For instance, the woman out to sea and drawn by chariots he identifies as Aurora based on a vague likeness to Blake’s “one certain portrayal of Aurora” (255). Though he has to disregard the dissimilarities, he insists that “The evidence for Aurora as the identity of the figure is strong.” But this evidence consists of basic similarities between this figure and “several well-known images of Aurora,” though he does not highlight concrete evidence Blake actually knew the tradition. It is not that this is not Aurora, but that what Blake knew and how he knew it need amplification and clarification.

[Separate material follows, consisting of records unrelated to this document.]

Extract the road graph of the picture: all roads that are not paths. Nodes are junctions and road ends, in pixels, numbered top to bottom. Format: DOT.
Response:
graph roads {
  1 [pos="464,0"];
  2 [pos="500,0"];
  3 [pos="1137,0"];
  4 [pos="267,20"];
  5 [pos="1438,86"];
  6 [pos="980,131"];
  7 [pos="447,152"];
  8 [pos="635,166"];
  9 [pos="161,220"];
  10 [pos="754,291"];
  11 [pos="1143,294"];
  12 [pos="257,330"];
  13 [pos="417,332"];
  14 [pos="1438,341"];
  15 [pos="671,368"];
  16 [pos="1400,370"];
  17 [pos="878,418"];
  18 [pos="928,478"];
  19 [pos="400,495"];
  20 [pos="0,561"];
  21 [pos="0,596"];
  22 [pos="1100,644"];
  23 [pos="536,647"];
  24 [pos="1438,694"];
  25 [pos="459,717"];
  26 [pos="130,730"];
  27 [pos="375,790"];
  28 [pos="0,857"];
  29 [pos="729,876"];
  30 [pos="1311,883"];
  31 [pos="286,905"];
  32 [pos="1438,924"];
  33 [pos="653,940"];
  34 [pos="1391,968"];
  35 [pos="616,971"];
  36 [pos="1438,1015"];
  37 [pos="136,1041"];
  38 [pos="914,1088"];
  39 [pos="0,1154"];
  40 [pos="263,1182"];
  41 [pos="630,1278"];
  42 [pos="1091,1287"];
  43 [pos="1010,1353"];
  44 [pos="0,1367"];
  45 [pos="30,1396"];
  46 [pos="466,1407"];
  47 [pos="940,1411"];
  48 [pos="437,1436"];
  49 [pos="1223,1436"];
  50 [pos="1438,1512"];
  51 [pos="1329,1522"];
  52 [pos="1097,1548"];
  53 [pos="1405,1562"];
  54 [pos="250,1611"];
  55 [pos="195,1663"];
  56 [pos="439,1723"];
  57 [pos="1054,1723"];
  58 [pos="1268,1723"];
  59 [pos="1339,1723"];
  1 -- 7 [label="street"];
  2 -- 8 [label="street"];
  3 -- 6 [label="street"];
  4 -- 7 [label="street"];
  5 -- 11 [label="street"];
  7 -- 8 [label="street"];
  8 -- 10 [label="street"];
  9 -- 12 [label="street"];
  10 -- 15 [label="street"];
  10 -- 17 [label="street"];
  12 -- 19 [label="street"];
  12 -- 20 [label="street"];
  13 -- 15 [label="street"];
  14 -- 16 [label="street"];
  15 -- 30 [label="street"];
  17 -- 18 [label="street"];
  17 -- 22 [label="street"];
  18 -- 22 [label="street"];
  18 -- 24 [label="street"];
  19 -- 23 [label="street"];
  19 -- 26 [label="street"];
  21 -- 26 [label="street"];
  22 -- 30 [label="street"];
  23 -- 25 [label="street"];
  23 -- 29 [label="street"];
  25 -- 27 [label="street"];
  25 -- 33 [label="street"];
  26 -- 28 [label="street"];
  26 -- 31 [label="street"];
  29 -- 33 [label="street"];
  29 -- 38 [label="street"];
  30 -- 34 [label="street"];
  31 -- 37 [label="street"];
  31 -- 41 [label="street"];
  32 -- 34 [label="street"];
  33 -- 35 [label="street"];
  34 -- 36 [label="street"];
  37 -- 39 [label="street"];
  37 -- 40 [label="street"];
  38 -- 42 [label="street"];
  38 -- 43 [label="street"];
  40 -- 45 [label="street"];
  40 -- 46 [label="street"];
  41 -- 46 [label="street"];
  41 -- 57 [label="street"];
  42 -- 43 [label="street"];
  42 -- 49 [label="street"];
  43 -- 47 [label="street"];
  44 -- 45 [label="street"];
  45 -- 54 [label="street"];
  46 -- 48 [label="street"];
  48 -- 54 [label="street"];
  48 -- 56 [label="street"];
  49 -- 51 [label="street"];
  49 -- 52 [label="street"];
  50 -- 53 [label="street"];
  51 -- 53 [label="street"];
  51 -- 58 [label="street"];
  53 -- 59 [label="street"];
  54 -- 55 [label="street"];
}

From this perhaps correct speculation Heppner then concludes that the “rows of dots leaving her feet” are “drops of dew scattered as she rises” which in turn supports his whole notion of the water-cycle theme in the painting and in the text. Thus, “Aurora’s veil of morning clouds descends in something like a vortex from Apollo’s chariot to indicate the interdependence of the two” (256). Again, it is not that he is wrong, but that while he is asserting a new methodology of reading and seeming to censure older commentators who base themselves on association, Blake’s poetic passages, Blake’s myth, analogies, and inspirational leaps, I see no radical difference in Heppner’s methodology when it comes to a concrete reading of a design. At most he seems to have trimmed the excesses of the 1970s and earlier.

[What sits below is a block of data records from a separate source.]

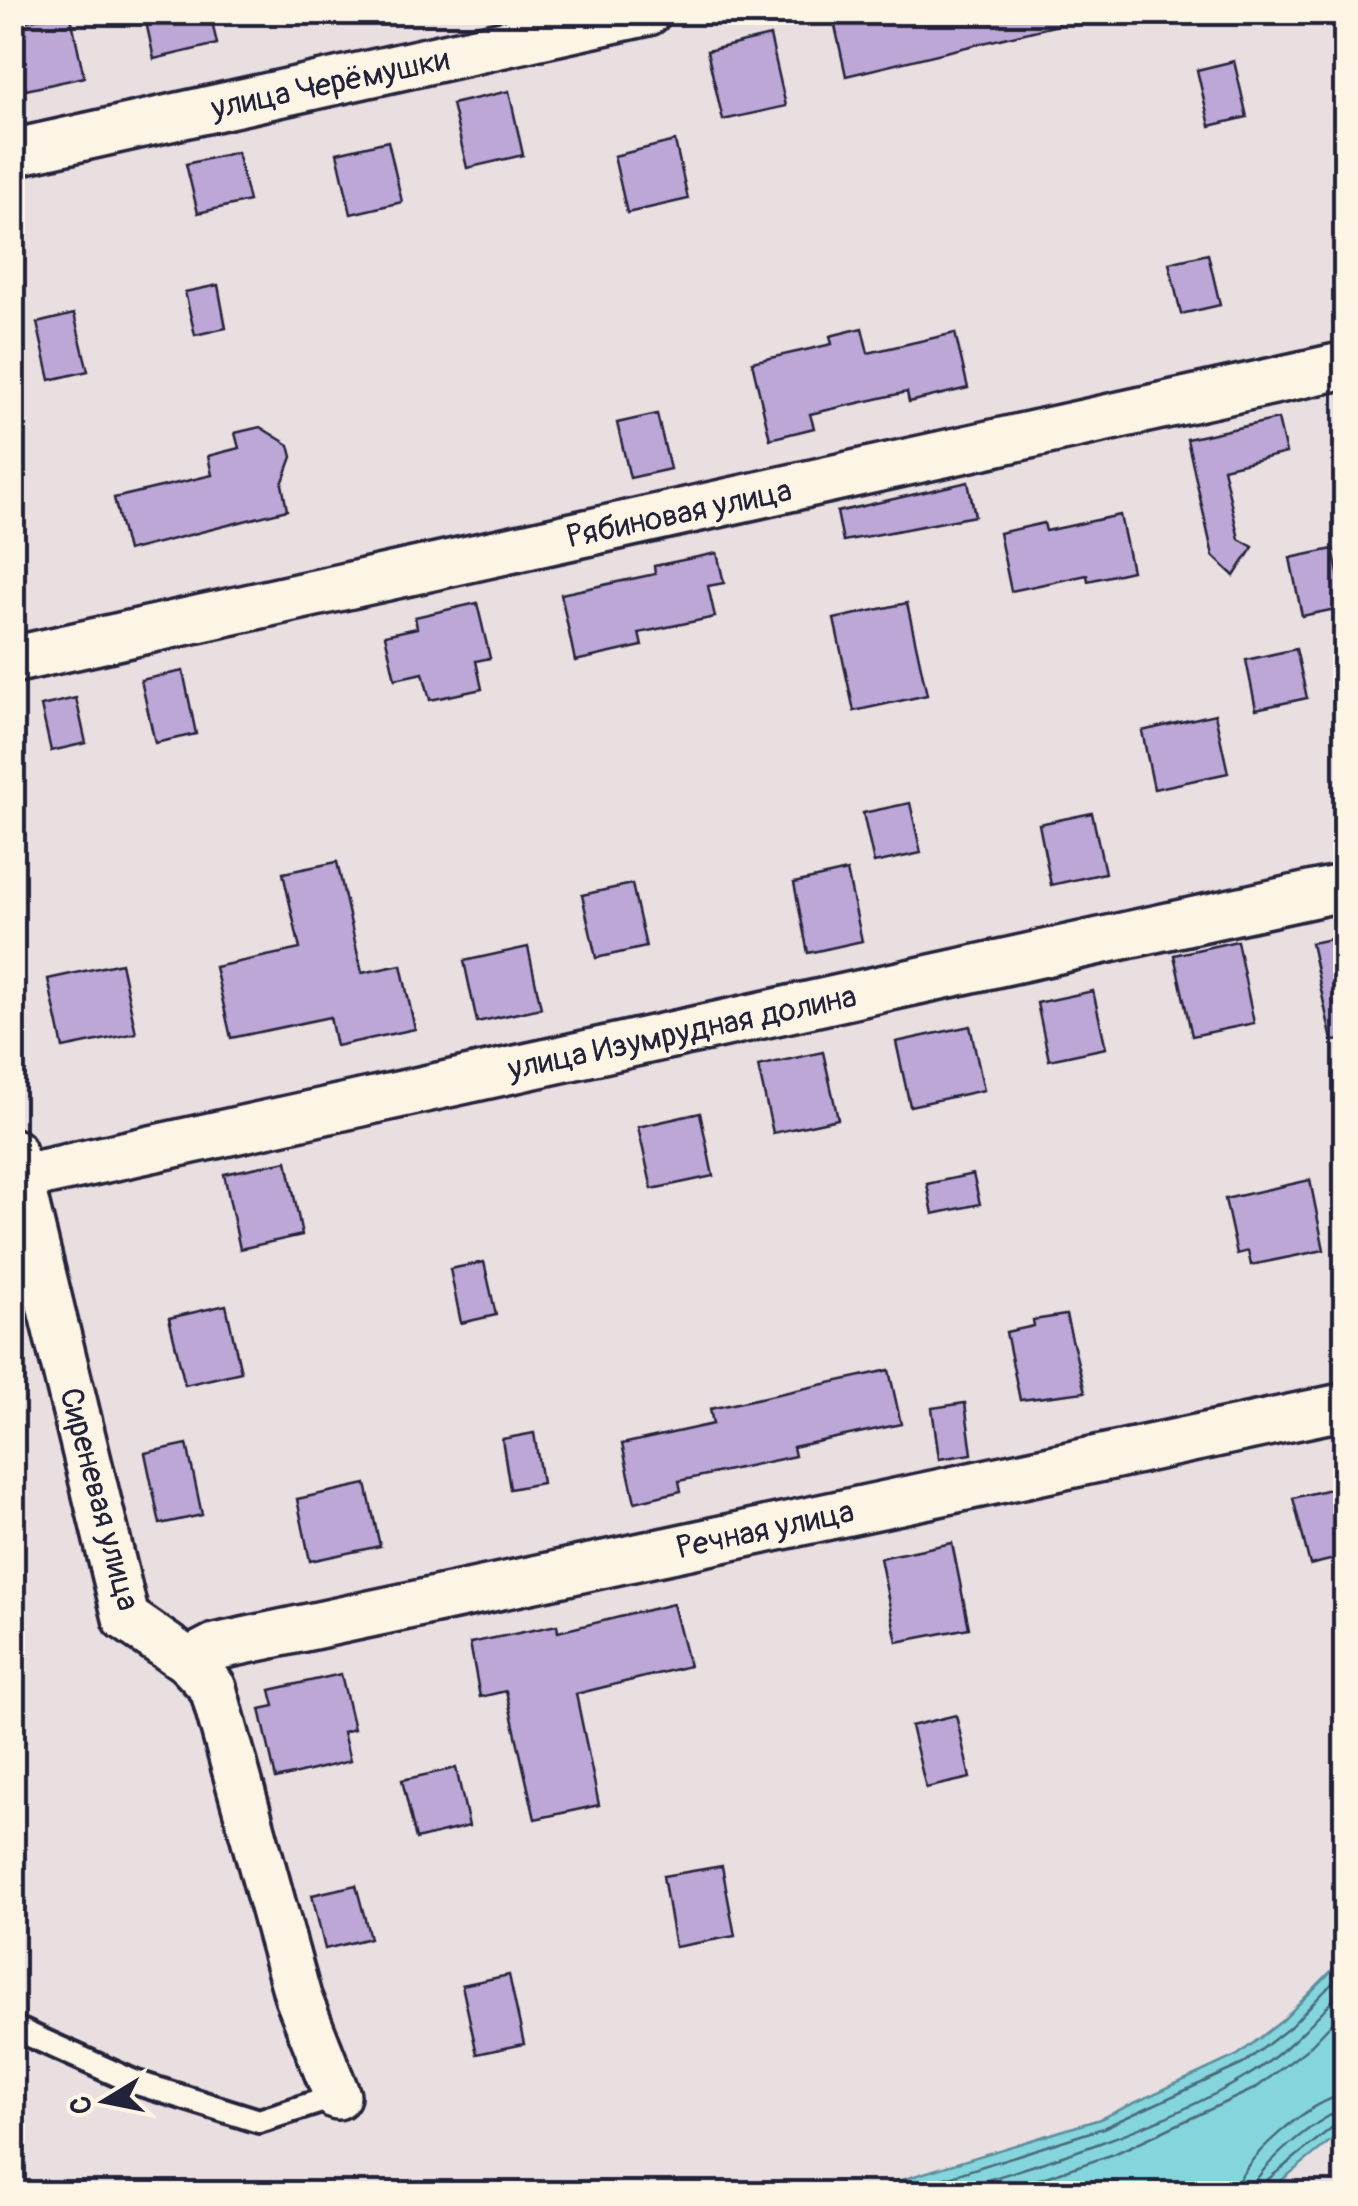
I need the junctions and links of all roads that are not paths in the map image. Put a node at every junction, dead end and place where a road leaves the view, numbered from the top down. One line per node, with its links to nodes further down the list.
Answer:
1 (648, 12): 2 (street, улица Черёмушки)
2 (12, 153)
3 (1346, 366): 4 (street, Рябиновая улица)
4 (12, 660)
5 (1346, 887): 6 (street, улица Изумрудная долина)
6 (16, 1164): 8 (street, Сиреневая улица)
7 (1346, 1406): 8 (street, Речная улица)
8 (188, 1662): 10 (street, Сиреневая улица)
9 (12, 2027): 10 (lane)
10 (337, 2096)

A little later he says that, “The correspondences between the detail of Blake’s painting and the sources I have quoted demonstrate that he is illustrating texts external to his own mythology, though links can be made since his myth is derived from such sources, among others” (260). Still later he asserts that “The logic binding these differently conceived figures into a unity is that of an implicit text, not the logic of visual coherence and immediate sensory intelligibility” (276). Of course he is right to acknowledge this as the case and right in the last chapter to see Blake’s use of perspective as “appositive,” as well as to accept Blake’s use of the verbal in his art. And I think the warnings Heppner gives about how to read Blake’s illustration to other texts are solid, though related more to past commentaries than to present tendencies. His warnings should be accepted as necessary and lucid guidelines, and as a challenge to read Blake by better evidentiary rules. Yet, his book shows how much the reading of a Blake design is an art more than a method, how far commentators on Blake’s illustrations have come, and how far we have to go in setting down the basic rules if there is to be a method.